I appreciate the time to work on the standard, but I think this proposal is the exact opposite of what we developers in the numerical community need. [...] I also noticed that super-/subscript letters and some super-/subscript symbols seem to be still valid, causing some weird inconsistency. [...]
The current direction also raises more questions from my side:
1. Are there plans to restrict allowed characters further, especially the ones used in the computational sciences/basic math notation?
2. Is there the possibility to bring back the numerical super-/subscripts?

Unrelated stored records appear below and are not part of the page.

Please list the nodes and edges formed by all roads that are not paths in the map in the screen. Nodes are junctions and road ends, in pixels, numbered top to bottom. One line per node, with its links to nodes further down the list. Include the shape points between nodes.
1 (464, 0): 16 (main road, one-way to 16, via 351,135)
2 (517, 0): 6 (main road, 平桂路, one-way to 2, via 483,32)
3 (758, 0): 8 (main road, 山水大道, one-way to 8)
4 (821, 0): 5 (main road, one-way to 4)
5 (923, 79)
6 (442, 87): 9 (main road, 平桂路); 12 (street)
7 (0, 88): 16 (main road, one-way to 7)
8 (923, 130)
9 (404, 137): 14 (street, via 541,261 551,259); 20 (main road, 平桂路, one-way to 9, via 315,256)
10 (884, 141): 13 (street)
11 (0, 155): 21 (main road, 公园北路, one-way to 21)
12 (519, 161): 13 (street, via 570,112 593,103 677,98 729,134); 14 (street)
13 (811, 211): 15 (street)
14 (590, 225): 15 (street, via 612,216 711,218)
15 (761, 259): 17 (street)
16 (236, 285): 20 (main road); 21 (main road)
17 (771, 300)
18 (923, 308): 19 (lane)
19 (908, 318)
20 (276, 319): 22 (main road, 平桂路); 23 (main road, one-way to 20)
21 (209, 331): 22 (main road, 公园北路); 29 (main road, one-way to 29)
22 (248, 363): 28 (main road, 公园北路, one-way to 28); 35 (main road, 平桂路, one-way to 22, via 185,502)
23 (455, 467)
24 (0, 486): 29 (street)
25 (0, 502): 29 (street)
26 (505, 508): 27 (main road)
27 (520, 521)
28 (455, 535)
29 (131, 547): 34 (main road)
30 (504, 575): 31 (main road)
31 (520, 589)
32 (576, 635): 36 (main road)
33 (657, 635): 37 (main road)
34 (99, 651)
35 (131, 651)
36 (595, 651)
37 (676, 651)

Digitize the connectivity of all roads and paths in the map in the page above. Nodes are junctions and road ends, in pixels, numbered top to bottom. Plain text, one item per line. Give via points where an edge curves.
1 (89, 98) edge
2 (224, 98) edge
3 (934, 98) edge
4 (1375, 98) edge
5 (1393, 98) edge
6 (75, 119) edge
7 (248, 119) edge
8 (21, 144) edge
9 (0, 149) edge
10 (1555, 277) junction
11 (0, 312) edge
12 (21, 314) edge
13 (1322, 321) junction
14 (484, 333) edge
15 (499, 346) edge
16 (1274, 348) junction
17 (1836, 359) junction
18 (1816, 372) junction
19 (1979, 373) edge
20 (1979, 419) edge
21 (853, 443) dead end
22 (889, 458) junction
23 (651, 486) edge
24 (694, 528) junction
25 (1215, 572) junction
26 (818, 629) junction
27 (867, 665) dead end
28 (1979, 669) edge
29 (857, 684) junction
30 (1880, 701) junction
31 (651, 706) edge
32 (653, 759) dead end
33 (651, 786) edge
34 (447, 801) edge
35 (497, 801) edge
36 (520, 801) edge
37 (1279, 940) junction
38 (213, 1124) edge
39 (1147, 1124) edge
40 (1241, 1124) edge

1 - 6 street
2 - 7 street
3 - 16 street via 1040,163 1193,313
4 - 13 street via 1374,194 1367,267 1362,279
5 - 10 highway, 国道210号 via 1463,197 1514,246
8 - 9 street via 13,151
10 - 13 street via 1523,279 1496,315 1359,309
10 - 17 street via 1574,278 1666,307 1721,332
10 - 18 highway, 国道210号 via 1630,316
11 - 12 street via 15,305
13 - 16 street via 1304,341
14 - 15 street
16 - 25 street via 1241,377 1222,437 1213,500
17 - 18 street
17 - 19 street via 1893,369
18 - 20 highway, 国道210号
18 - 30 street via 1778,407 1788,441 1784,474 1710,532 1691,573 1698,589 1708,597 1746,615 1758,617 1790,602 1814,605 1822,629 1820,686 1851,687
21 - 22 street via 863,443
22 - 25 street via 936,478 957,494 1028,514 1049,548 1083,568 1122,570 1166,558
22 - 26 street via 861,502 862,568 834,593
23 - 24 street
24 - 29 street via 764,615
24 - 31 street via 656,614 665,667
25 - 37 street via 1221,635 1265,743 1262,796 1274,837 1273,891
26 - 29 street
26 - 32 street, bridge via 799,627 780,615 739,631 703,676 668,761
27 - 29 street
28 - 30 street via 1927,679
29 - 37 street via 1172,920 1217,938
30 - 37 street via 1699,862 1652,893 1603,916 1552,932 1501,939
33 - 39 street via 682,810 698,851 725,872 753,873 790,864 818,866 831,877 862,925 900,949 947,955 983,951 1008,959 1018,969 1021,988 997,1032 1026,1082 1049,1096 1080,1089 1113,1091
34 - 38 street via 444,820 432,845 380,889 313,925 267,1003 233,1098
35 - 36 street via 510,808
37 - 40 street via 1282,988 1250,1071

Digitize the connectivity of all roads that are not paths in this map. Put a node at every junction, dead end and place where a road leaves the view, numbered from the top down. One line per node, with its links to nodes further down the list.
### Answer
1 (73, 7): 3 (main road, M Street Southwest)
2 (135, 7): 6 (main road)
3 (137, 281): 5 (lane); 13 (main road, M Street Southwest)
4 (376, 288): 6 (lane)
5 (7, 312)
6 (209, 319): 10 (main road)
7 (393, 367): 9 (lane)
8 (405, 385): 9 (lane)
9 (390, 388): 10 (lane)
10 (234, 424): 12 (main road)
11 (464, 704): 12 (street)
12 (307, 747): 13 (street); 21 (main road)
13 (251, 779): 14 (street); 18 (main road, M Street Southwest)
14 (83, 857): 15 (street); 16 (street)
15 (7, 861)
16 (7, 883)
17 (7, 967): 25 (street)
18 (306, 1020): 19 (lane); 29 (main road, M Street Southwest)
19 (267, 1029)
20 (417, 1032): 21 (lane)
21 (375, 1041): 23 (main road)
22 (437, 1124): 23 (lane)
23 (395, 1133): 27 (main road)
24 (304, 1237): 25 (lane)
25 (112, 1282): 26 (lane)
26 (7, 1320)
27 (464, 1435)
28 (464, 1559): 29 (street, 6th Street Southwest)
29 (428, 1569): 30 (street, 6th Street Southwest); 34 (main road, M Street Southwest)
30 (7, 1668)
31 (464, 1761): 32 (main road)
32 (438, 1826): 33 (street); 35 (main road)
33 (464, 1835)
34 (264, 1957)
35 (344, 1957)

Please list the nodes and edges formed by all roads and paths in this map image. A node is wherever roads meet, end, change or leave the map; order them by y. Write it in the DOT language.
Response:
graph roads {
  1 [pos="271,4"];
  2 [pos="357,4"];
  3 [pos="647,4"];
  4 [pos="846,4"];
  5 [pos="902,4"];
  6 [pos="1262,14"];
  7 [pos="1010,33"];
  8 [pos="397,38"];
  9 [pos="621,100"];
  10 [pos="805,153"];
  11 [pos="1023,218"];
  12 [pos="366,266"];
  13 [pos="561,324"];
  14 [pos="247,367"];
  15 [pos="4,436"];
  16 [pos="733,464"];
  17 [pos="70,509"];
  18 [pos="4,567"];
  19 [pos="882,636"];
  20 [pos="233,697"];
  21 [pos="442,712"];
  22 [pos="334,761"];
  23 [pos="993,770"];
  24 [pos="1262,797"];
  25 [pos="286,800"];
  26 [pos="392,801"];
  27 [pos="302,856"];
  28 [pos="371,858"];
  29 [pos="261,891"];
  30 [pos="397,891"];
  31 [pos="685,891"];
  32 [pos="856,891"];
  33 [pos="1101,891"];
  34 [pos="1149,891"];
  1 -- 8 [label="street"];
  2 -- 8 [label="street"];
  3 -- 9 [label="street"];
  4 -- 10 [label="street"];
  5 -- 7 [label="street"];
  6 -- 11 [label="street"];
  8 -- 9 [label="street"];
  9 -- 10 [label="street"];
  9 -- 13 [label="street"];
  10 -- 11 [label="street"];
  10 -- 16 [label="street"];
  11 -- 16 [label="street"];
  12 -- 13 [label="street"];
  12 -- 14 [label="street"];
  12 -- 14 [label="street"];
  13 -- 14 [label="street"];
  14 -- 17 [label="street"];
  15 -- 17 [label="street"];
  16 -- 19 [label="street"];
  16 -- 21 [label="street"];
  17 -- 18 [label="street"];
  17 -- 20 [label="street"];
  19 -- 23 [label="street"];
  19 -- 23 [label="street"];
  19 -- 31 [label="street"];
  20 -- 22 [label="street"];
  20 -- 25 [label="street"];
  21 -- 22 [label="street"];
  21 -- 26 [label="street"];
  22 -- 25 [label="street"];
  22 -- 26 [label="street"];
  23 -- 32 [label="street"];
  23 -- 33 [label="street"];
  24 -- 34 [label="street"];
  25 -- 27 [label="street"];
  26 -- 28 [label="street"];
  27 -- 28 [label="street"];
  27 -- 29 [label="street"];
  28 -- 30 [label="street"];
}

3. Related to this, and I know that the unicode consortium does want to hear this, but since this is really useful for the numerical community, is there any possibility to at least allow the very basic standard letters (greek and latin) in super-/subscripts - either directly via unicode or some extra mechanism in the language/editors? Yes, I read the opinions on this (and I am absolutely not fan of it, less am I agreeing), but viewing this from user-perspective, having just some characters avaiblable is really weird.
Jens Maurer and Tom Honermann has answered some of my initial questions in the linked Github issue, which I also quickly summarize:
* Identifier definition has been outsource to the Unicode consortium (Unicode Standard Annex 31 defines a recommendation)
* SG16 is at least aware of the problem mentioned above
* A member of the Unicode Consortium is currently working on improvements to Unicode to support source code as text
* This mailing list is the correct medium to discuss issues concerning SG16 (in contrast to the Github org and associated repos)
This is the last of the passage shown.